On 23 June 2011, Brazilian José Graziano da Silva was elected as the Director General of the United Nations Food and Agriculture Organization (FAO). According to the website of the FAO, He received 92 votes out of 180 which helped him to beat the other candidate, former Spanish Foreign Minister Miguel Angel Moratinos, who collected 88 votes. Graziano da Silva is FAO's eighth Director-General since the FAO was founded in Quebec City, Canada on October 16, 1945. The term of the new Director-General, succeeded Senegal's Jacques Diouf, will start on 1 January 2012 and run through 31 July 2015. The election took place on the second day of the biennial 191 member nation Conference of FAO, which also is set to vote on the Organization's budget for 2012-2013.
About Graziano
• Graziano was Brazil's Extraordinary Minister of Food Security and Fight Against Hunger. He was responsible for implementing the Brazil's highly-successful ‘Zero Hunger’ (Fome Zero) programme, in whose design he also played a leading role.

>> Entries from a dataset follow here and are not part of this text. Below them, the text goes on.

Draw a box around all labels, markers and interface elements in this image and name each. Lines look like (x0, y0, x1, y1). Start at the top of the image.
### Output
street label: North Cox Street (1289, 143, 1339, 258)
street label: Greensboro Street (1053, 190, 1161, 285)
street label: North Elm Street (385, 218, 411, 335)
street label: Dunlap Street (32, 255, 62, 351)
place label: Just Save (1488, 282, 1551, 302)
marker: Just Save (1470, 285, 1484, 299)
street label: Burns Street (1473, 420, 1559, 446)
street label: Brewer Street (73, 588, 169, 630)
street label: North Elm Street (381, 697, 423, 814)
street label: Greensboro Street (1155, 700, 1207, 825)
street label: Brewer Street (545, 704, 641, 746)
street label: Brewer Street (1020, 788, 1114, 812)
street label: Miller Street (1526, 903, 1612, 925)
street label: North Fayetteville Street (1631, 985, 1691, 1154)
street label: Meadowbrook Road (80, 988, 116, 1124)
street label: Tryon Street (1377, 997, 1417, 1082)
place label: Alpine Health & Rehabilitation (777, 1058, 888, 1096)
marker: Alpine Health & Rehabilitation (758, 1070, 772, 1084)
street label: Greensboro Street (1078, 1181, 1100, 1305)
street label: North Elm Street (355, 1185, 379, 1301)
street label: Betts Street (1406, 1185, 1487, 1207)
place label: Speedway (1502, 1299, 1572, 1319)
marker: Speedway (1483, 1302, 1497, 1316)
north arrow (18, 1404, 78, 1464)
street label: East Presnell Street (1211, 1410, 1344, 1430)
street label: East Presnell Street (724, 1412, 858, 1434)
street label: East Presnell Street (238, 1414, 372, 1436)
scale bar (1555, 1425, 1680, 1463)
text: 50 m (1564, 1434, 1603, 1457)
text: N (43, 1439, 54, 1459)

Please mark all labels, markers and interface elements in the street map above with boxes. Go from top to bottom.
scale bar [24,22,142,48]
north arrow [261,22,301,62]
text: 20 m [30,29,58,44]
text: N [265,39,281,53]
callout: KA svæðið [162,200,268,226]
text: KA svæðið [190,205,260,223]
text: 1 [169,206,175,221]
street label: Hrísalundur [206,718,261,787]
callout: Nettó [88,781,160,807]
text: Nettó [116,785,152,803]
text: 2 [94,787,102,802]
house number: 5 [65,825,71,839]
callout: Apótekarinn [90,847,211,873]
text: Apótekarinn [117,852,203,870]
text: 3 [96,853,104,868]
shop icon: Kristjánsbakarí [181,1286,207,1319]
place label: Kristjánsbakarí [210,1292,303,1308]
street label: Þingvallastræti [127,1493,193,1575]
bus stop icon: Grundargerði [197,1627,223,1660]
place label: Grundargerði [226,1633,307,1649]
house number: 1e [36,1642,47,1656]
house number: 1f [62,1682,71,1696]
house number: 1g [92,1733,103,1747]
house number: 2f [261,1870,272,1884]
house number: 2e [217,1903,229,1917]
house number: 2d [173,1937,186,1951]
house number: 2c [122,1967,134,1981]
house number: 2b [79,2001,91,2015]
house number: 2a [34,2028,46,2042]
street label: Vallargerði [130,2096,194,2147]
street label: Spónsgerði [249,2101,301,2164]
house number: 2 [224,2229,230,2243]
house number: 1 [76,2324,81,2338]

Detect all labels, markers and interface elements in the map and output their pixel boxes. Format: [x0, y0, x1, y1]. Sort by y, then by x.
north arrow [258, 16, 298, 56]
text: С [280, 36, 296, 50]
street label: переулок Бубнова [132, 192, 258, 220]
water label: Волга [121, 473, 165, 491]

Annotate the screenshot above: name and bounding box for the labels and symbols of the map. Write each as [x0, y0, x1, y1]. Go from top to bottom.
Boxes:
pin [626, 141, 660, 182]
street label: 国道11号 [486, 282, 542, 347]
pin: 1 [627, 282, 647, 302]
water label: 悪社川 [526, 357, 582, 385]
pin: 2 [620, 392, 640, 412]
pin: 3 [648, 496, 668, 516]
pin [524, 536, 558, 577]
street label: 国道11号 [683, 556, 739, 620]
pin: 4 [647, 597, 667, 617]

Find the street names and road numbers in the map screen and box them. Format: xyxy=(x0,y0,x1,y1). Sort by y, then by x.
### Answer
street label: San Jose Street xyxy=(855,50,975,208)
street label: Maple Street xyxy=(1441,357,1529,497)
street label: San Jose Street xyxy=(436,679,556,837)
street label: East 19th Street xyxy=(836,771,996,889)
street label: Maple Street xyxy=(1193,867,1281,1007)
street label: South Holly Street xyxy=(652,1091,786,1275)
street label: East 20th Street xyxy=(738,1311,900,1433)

The programme helped lift 24 million people out of extreme poverty in five years and to reduce undernourishment in Brazil by 25 percent.
• Since 2006, Graziano had served as FAO Assistant Director-General and Regional Representative for Latin America and the Caribbean.
• Graziano da Silva was born on 17 November 1949.
• He is Brazilian and Italian by nationality.
• He holds a Bachelor's Degree in Agronomy and a Master's Degree in Rural Economics and Sociology from the University of São Paulo as well as a Ph.D. in Economic Sciences from the State University of Campinas.
• In addition, he has two post-Doctorate degrees in Latin American Studies (University College of London) and Environmental Studies (University of California, Santa Cruz).